Identifying and deleting items seemed more problematic. Some people wanted to do it by index but for the most part matching the text of the todo-item seemed to be popular. Probably the sensible way to actually manage the items is to uuid the items to allow their underlying state to change away from the identity.

Laziness definitely caught people out, including myself! I’ve moaned about the fact that using map purely for side-effects in fact results in the form not executing. Despite this I fell into the trap again, however fortunately having encountered it before I could reverse into a quick doall.

Other teams imaginatively re-implemented doall using loop. Which I guess is testament to how easy it is to do things in a LISP.

One thing that was hellish in our team’s code and which I think cropped up in the other teams as well was the amount of set! we were applying to build up very low-level DOM calls. Right at the end I remembered that Google Closure was available to abstract some of that work away. However it still means that your knowledge of Clojure needs to be heavily supplemented by low-level DOM APIs as well as what is available in the Google Closure library (which is not the best known of libraries).

I was also wondering whether doto might not have cleaned up our code a lot. It’s an issue that a lot of Javascript mutable state is not easy to wrangle with things like threading macros that normally ease the pain. I’ve seen this in the WebGL dojos as well.

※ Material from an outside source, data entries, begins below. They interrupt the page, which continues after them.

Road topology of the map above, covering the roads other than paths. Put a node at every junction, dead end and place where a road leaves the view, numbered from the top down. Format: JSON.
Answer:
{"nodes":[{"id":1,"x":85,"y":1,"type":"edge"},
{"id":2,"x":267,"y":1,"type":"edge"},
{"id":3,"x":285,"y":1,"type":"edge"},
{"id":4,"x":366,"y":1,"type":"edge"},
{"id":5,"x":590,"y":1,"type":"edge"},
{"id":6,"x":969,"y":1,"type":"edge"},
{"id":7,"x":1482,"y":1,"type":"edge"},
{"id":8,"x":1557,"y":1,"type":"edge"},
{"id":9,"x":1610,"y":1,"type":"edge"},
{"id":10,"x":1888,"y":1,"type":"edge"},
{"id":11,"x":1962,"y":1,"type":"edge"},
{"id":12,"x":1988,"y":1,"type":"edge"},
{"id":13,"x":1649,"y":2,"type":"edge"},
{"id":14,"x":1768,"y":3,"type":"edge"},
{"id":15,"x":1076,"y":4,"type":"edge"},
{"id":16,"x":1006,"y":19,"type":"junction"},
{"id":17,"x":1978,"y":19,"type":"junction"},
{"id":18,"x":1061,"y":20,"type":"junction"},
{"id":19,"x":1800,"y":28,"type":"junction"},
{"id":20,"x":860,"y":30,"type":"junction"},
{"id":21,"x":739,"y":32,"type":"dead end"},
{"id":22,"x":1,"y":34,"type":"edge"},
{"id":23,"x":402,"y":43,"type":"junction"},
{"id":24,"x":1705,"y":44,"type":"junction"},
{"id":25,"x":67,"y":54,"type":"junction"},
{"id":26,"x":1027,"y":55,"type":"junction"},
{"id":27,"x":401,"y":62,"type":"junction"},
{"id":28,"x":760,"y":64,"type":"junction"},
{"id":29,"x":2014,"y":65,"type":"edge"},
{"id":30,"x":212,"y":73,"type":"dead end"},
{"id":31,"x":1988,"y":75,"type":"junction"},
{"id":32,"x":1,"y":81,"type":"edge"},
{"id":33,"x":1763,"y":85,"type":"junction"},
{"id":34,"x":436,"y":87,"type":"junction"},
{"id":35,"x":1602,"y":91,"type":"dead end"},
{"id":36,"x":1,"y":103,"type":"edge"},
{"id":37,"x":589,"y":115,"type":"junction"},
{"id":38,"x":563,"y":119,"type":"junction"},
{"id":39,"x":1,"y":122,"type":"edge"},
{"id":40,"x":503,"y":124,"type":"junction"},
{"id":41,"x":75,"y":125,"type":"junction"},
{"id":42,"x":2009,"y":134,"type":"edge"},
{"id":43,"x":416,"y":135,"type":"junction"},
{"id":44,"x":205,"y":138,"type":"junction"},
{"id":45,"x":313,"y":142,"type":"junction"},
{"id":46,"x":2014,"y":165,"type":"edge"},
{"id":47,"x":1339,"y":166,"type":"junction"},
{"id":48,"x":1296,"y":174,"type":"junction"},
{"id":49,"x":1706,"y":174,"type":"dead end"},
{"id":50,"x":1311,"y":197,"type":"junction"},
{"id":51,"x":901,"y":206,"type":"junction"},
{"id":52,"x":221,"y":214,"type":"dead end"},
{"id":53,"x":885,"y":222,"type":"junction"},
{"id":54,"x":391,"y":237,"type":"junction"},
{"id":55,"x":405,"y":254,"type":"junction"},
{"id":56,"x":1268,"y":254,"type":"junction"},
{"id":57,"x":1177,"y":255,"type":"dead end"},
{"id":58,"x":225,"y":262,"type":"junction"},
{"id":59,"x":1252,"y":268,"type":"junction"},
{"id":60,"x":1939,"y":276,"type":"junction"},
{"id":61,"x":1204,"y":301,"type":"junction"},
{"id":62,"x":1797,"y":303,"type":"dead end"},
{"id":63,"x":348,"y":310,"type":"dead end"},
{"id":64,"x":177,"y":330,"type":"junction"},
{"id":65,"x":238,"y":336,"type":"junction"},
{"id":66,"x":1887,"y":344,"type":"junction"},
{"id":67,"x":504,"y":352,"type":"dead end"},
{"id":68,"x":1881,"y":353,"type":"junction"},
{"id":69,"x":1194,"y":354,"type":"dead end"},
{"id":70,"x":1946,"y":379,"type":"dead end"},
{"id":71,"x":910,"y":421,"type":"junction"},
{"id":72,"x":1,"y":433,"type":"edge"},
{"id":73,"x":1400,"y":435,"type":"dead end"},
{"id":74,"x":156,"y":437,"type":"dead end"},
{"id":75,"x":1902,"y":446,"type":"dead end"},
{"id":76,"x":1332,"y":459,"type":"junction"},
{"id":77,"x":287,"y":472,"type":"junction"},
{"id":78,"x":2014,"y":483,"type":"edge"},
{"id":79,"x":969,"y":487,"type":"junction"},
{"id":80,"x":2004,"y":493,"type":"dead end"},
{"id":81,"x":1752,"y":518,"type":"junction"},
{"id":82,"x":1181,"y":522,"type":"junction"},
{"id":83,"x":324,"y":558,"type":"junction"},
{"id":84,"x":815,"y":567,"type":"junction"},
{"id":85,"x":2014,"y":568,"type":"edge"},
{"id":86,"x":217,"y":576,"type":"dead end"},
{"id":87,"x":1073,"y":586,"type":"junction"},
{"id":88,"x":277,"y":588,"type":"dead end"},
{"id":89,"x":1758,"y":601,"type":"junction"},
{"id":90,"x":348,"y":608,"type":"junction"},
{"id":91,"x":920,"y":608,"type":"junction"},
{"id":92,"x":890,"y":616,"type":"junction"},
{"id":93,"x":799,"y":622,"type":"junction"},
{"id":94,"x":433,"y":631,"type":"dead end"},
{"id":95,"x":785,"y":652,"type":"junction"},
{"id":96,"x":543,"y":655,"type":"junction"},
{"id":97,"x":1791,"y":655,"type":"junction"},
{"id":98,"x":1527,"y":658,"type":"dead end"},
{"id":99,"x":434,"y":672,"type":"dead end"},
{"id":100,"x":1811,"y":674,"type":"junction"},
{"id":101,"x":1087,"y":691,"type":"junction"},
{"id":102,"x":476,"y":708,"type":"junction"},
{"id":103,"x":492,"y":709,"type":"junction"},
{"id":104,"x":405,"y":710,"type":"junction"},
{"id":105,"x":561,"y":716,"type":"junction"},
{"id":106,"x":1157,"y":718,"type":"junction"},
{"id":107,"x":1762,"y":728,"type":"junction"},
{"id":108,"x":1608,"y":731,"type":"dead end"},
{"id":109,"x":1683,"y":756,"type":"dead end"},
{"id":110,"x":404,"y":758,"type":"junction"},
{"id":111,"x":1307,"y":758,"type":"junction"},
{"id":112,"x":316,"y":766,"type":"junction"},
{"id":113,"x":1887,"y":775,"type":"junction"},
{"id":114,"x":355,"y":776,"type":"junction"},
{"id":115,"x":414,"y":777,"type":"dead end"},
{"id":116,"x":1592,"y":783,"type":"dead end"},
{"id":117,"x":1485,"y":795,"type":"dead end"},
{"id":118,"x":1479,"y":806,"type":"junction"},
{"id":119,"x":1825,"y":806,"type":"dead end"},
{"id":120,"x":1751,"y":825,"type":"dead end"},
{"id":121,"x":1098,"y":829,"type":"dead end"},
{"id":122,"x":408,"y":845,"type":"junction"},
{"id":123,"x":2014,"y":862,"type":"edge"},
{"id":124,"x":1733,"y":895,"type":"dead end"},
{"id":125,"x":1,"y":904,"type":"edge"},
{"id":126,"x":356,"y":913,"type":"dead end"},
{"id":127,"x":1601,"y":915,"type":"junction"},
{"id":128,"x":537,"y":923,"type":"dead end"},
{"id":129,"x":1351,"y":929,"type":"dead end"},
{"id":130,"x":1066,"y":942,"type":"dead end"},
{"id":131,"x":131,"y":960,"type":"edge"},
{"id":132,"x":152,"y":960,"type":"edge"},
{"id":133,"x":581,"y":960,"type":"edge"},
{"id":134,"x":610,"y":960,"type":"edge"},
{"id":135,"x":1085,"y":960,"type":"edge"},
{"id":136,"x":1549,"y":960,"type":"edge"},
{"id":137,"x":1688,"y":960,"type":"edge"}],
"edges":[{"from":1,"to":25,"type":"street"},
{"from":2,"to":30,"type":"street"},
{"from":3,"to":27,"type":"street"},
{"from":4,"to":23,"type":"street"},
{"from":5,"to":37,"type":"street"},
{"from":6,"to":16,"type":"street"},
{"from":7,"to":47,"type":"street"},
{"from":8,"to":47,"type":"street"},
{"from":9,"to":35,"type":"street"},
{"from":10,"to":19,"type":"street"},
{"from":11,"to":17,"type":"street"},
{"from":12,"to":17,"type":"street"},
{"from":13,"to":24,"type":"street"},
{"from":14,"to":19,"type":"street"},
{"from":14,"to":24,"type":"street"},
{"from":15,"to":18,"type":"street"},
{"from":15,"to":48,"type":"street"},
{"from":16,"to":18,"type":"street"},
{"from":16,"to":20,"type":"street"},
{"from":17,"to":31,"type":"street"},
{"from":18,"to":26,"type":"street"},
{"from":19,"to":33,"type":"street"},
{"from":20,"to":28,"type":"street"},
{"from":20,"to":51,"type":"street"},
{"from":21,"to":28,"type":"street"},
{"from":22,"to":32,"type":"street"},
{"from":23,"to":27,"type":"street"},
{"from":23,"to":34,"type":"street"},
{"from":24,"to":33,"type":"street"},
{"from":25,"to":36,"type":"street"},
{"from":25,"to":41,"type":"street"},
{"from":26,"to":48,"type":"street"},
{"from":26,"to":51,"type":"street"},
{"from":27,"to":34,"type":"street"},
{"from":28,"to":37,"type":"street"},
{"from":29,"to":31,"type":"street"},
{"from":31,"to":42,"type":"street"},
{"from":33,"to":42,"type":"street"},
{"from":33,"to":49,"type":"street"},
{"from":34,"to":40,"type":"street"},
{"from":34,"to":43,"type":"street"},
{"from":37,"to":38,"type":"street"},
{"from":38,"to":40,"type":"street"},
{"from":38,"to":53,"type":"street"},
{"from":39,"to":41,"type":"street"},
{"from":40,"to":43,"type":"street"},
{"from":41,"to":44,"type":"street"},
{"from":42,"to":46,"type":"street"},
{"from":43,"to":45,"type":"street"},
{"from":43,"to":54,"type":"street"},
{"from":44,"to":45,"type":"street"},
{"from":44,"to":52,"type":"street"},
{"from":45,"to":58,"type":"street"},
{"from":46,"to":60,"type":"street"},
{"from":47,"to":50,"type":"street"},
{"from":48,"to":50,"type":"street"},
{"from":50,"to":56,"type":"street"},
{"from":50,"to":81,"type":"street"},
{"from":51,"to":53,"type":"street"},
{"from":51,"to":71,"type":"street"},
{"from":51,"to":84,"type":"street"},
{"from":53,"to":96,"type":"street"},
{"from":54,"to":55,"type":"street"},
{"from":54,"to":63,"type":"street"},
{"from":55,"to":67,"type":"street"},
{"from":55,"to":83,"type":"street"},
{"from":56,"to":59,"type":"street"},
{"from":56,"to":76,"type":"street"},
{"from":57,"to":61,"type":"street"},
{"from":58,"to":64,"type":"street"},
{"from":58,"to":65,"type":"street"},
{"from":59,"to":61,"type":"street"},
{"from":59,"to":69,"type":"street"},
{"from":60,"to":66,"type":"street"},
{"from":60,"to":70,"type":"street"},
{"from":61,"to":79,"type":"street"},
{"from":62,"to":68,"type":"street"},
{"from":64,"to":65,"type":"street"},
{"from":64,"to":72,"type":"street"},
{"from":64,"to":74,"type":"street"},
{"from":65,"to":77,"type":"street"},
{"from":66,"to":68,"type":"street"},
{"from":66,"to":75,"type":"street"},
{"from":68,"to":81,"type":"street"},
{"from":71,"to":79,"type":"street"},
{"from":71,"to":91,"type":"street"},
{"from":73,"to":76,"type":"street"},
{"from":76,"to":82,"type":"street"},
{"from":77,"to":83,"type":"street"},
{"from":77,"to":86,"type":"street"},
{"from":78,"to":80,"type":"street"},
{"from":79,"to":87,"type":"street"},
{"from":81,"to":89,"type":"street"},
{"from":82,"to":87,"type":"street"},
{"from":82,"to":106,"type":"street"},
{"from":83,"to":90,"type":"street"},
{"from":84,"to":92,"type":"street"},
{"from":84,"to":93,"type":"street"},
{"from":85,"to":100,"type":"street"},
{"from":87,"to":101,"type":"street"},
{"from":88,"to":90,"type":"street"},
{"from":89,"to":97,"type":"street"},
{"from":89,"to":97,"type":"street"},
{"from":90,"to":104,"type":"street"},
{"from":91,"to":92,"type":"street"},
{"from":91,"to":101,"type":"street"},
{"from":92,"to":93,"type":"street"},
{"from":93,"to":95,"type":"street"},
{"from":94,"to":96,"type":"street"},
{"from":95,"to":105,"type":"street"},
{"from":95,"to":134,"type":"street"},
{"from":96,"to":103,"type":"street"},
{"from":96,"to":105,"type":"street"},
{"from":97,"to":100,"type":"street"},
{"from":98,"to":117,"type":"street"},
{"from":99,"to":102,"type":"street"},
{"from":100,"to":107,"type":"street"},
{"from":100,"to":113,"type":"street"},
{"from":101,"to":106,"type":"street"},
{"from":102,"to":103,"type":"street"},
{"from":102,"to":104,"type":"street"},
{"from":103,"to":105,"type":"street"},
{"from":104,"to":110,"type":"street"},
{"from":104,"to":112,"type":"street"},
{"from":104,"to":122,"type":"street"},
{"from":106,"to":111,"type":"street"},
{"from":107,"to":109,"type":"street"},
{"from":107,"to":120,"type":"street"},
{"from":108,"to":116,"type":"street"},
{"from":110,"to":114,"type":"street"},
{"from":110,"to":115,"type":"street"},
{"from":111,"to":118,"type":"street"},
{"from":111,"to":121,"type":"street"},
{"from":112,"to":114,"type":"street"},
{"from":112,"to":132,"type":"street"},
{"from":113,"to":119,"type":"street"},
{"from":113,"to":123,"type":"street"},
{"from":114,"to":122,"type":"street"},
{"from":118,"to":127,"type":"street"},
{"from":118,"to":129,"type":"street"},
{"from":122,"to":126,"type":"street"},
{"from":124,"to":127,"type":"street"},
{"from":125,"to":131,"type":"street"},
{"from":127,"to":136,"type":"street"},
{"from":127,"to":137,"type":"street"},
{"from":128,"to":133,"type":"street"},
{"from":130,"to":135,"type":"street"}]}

The final ugly issue of the evening was the project template that managed to both run on my machine and not run on my machine. The template was more complex that the standard SPA template as it used Compojure and Clojurescript (presumably using the former to serve static assets on localhost). Leiningen skeleton projects have to work and be reliable, otherwise potential adopters just get frustrated and quit.

The reactions were interesting, a guy on our team at the end asked why he would want to use Clojurescript. Good question. People who were doing things like building HTML5 games seemed to see the potential and advantage much more. This is an area I hadn’t really considered before but it does make a lot of sense as regular Clojure has already had a lot of success in implementing animation and complex state machines.

For me the alternating between high-level Clojure and low-level DOM APIs was painful. I’m going to be more interested in having wrappers that allow high-level programming consistently in a project. And I am going to be thinking about games more!